▶ Records shown
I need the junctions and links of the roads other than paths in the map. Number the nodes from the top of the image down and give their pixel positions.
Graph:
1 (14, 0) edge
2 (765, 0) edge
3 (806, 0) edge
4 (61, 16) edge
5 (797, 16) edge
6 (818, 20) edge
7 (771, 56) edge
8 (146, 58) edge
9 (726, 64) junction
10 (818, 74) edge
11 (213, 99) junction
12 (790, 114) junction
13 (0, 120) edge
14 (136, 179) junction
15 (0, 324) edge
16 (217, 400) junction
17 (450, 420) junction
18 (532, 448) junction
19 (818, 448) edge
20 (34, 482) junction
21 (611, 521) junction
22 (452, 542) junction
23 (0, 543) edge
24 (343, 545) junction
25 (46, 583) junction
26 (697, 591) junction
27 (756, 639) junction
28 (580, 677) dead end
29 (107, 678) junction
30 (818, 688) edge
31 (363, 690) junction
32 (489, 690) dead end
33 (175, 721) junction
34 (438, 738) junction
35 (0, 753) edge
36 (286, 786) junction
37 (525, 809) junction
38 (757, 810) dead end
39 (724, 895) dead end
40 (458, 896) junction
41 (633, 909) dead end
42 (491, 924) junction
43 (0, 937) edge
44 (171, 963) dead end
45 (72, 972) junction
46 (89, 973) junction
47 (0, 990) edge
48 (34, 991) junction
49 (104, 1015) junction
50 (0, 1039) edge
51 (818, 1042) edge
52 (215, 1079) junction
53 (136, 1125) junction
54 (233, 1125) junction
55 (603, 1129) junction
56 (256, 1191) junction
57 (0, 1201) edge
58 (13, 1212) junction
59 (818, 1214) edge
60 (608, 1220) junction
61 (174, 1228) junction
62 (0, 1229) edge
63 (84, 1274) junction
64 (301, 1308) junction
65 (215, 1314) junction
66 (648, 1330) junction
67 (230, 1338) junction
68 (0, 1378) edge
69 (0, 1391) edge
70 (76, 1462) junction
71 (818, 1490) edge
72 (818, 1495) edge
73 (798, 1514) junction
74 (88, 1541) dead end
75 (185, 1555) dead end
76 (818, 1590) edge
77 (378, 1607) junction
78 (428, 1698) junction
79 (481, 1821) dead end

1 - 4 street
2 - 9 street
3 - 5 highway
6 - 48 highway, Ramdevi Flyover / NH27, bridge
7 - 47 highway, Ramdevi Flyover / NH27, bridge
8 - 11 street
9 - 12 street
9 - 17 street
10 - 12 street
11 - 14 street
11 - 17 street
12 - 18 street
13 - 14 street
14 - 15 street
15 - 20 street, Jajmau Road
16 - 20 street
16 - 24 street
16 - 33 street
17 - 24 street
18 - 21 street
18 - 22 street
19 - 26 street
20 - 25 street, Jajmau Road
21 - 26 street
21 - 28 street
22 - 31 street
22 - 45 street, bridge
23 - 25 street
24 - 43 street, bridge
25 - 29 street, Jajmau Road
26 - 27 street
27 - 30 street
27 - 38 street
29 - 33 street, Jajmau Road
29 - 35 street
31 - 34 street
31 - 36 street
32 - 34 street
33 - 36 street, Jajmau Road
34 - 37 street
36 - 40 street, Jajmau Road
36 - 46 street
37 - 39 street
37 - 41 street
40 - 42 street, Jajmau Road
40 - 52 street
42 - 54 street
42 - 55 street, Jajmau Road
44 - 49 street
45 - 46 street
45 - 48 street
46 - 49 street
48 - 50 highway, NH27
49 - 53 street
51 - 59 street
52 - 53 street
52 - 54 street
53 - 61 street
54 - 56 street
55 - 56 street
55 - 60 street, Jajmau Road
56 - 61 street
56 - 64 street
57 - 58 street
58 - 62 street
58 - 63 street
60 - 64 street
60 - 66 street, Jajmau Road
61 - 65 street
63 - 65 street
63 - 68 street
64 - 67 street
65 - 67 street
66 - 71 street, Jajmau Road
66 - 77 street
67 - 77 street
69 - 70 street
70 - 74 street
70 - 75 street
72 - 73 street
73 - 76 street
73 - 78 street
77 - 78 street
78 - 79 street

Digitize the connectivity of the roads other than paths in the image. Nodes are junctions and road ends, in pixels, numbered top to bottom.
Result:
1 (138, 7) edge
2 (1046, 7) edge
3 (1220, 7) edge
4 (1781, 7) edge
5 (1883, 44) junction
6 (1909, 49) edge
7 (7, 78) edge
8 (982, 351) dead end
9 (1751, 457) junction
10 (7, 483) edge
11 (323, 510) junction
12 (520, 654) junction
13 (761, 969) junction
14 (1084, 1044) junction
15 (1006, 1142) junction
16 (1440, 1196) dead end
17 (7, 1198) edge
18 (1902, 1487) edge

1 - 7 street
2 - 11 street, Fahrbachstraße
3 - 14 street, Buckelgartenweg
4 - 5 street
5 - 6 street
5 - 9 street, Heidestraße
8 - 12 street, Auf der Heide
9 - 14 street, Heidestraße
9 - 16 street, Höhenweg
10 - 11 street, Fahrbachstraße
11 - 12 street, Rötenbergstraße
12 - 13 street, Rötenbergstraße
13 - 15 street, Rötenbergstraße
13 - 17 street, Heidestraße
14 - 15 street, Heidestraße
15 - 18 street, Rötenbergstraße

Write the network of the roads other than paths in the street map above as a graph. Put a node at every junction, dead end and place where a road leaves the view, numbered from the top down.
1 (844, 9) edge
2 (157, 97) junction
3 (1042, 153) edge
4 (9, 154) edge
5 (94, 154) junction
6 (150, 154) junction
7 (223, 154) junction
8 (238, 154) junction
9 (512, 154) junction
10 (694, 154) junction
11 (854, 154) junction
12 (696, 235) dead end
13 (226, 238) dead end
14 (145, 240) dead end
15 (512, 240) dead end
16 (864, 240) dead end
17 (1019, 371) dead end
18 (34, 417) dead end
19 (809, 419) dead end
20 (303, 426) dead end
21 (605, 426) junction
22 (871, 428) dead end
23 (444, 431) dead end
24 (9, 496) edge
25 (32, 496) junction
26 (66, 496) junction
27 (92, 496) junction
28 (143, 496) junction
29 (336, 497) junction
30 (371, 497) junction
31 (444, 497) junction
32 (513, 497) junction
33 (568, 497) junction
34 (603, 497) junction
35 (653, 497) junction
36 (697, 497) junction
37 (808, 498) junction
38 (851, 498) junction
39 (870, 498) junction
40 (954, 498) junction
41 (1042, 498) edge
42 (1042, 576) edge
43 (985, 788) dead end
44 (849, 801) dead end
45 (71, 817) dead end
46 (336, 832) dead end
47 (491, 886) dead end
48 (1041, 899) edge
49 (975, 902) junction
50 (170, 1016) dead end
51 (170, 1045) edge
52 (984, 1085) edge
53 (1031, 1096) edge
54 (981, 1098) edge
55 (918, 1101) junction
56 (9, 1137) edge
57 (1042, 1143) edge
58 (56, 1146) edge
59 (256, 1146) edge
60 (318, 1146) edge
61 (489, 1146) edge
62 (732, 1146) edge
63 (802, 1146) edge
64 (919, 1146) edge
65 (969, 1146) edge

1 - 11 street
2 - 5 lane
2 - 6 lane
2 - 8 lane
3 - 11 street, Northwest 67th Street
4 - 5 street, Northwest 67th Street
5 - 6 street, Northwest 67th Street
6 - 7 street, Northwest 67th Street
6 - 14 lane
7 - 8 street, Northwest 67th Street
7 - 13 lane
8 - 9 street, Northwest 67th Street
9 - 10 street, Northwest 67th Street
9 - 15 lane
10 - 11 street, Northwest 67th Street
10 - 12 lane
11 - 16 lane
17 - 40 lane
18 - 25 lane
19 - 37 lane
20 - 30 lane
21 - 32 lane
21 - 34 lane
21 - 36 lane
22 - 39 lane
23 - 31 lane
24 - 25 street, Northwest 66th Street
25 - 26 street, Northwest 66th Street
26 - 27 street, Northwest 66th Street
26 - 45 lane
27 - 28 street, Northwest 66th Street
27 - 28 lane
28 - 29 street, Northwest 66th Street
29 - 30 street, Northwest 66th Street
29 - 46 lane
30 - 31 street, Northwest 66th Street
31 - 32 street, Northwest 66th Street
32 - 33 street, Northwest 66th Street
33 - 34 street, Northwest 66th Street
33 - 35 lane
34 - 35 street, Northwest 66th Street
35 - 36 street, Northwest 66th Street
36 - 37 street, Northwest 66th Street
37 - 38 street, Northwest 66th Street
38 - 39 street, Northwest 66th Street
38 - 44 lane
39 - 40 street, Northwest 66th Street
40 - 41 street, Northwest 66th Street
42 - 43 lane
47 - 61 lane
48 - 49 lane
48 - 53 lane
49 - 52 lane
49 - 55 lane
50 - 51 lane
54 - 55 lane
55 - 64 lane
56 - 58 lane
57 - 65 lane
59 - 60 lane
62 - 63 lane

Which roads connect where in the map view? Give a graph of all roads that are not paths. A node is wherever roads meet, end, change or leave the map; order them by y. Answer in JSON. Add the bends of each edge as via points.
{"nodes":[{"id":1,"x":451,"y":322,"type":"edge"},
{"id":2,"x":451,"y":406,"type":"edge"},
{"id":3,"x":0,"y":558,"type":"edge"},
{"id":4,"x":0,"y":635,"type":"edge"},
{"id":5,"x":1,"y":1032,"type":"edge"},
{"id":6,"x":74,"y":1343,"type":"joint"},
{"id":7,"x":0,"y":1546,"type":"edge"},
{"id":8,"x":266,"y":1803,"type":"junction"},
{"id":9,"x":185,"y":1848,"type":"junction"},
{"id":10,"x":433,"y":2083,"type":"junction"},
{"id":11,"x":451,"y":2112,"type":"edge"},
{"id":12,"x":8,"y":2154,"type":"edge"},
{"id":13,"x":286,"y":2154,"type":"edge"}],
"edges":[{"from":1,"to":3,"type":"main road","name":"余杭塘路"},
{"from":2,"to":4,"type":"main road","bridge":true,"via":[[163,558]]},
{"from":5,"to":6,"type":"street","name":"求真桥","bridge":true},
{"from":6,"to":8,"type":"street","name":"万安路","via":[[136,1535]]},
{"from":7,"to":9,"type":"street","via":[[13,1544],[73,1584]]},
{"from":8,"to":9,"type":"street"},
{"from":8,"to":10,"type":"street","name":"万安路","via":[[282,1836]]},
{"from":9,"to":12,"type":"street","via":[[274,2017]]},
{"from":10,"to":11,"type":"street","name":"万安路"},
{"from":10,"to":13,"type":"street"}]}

▶ Exercise description
Go through the data line by line and work out how many lines contain "numbered". Give only that number.

▶ Result below
2